(Task statement): Could you repeat the records below exactly, without the pictures?

══ Given data ══

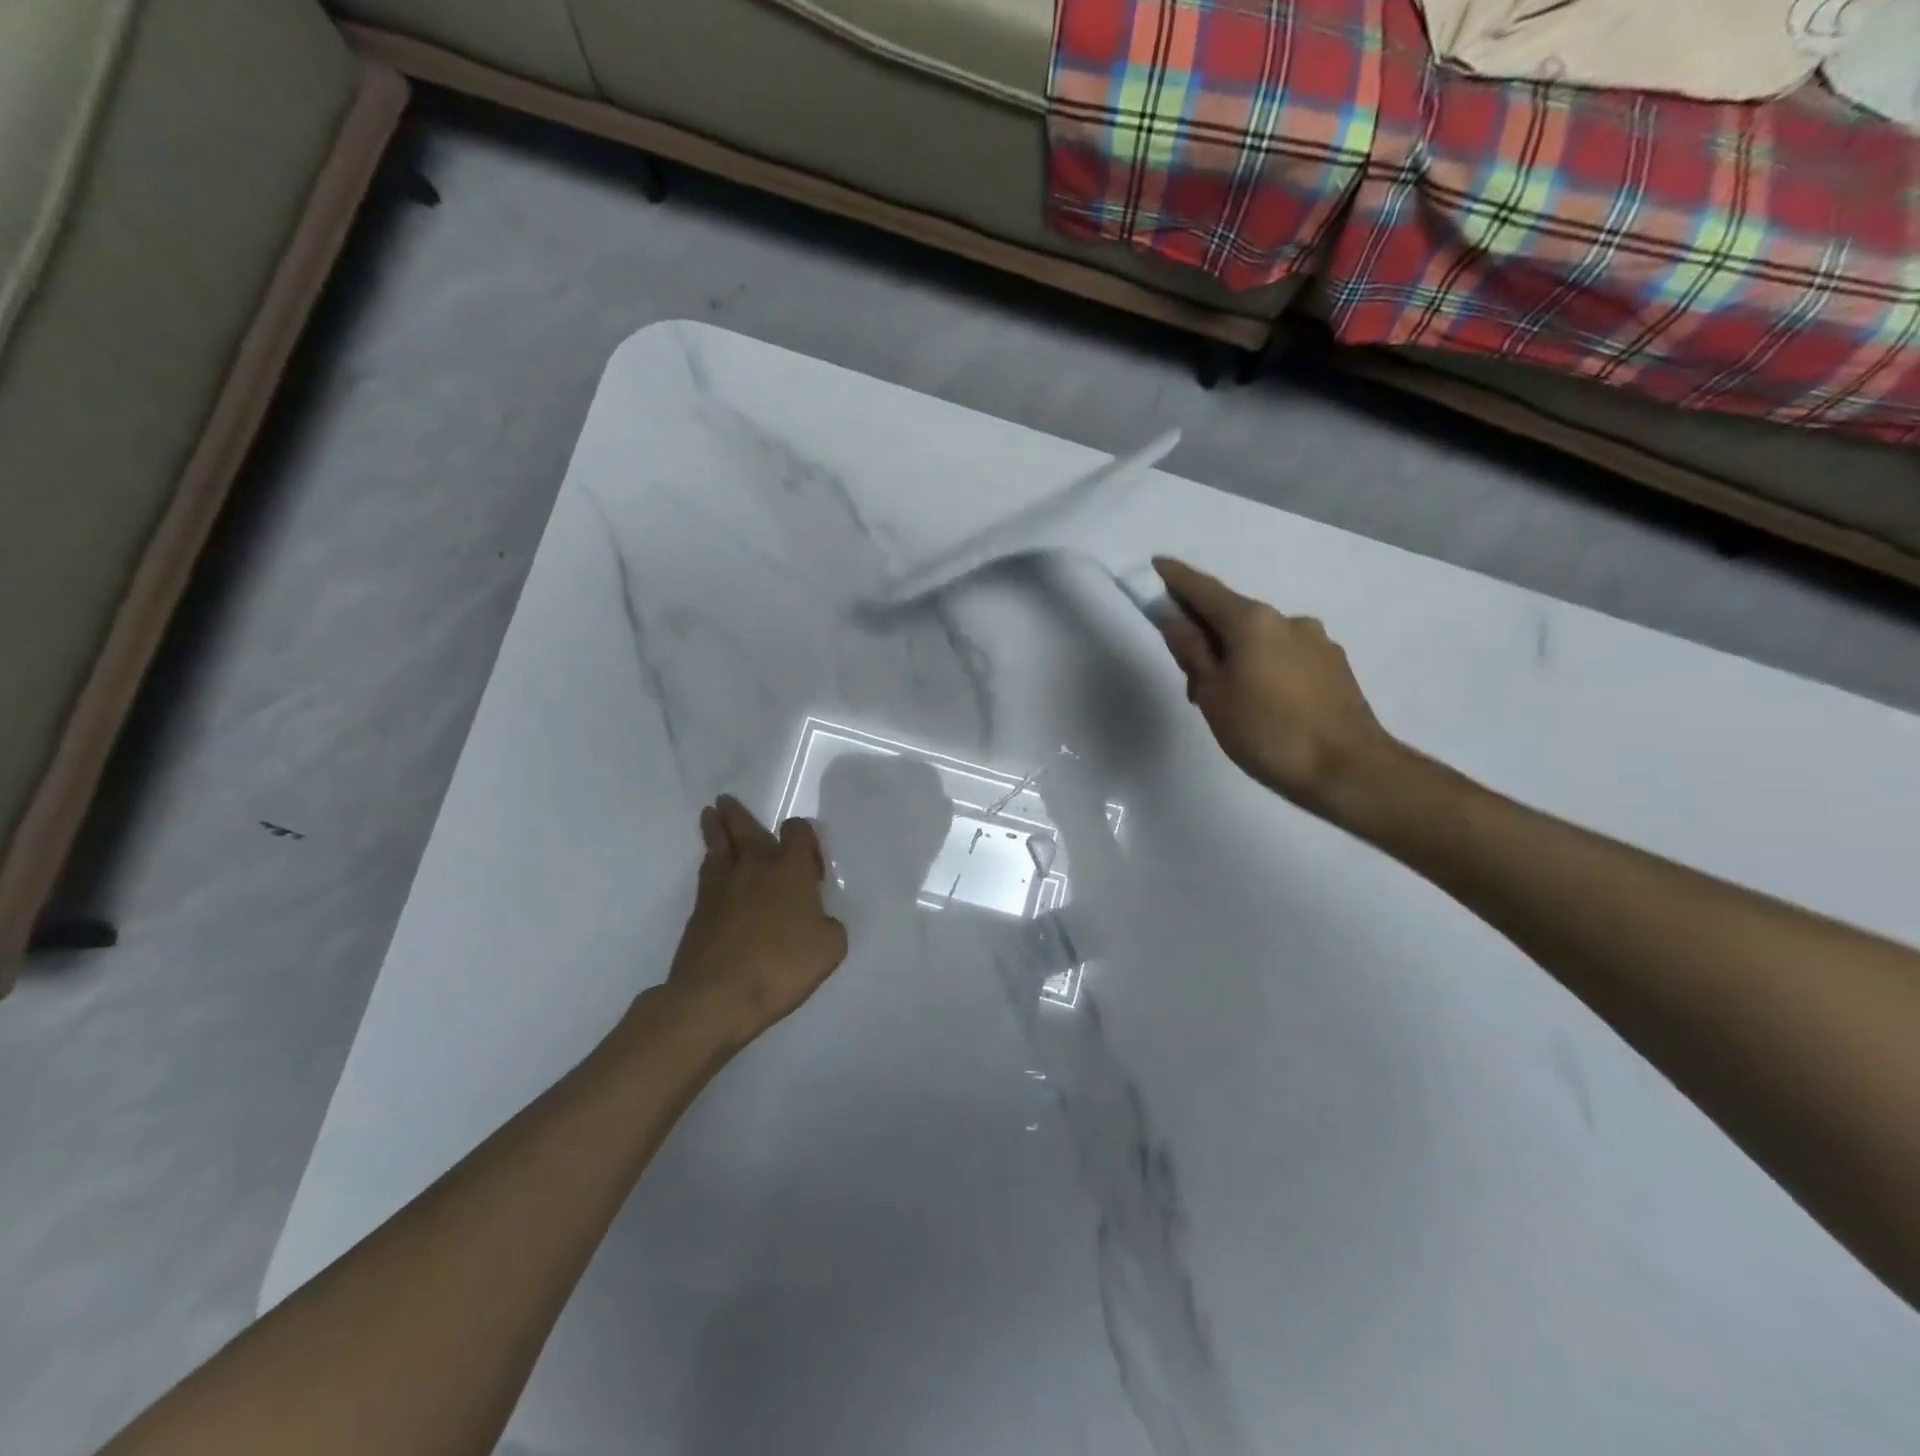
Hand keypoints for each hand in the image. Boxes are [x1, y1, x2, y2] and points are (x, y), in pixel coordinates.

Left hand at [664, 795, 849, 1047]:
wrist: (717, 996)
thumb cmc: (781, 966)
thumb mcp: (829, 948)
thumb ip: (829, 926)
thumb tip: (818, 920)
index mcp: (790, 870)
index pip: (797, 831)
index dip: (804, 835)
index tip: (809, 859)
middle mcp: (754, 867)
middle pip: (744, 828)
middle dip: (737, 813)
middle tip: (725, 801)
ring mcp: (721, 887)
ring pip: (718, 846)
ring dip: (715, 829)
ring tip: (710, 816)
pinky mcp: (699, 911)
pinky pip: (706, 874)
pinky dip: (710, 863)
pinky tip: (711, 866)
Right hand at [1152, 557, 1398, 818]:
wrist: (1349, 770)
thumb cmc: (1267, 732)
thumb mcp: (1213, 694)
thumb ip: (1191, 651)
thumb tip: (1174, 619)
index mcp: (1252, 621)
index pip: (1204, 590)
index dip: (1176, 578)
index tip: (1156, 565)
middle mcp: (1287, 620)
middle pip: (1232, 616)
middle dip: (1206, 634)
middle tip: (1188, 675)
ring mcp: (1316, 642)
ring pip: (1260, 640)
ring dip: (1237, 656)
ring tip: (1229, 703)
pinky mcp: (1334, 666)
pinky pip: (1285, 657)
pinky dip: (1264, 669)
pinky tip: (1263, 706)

═══

(Task result):
Hand keypoints for each hand in the image. Boxes are [x1, y1, x2, y2] and points are (x, y), in pixel coordinates.

Left hand at [664, 795, 849, 1047]:
wrist: (717, 996)
thumb cmc: (781, 966)
thumb mcp: (829, 948)
thumb ip: (829, 926)
thumb tip: (818, 920)
index mcp: (790, 870)
index pip: (797, 831)
index dip: (804, 835)
index tip: (809, 859)
middle mcp: (754, 867)
middle pip: (744, 828)
middle dip: (737, 813)
middle tip: (725, 801)
ring mcp: (721, 887)
ring pip: (718, 846)
ring dip: (715, 829)
ring tip: (710, 816)
pinky mcp: (699, 911)
pinky pip: (706, 874)
pinky dip: (710, 863)
pinky tip: (711, 866)
Right hand at [1152, 557, 1398, 818]:
wrist: (1349, 770)
thumb cmc: (1267, 732)
thumb mcp: (1213, 694)
thumb ip: (1191, 651)
thumb tip: (1174, 619)
index mcp: (1252, 621)
index pip: (1204, 590)
index dip: (1176, 578)
index tip: (1156, 565)
middle mcp: (1287, 620)
middle pip: (1232, 616)
middle dip: (1206, 634)
middle tip: (1188, 675)
ring mcp: (1316, 642)
ring pip: (1260, 640)
ring dip: (1237, 656)
ring tip: (1229, 703)
pinky mcp: (1334, 666)
pinky pip: (1285, 657)
pinky dip: (1264, 669)
pinky tip: (1263, 706)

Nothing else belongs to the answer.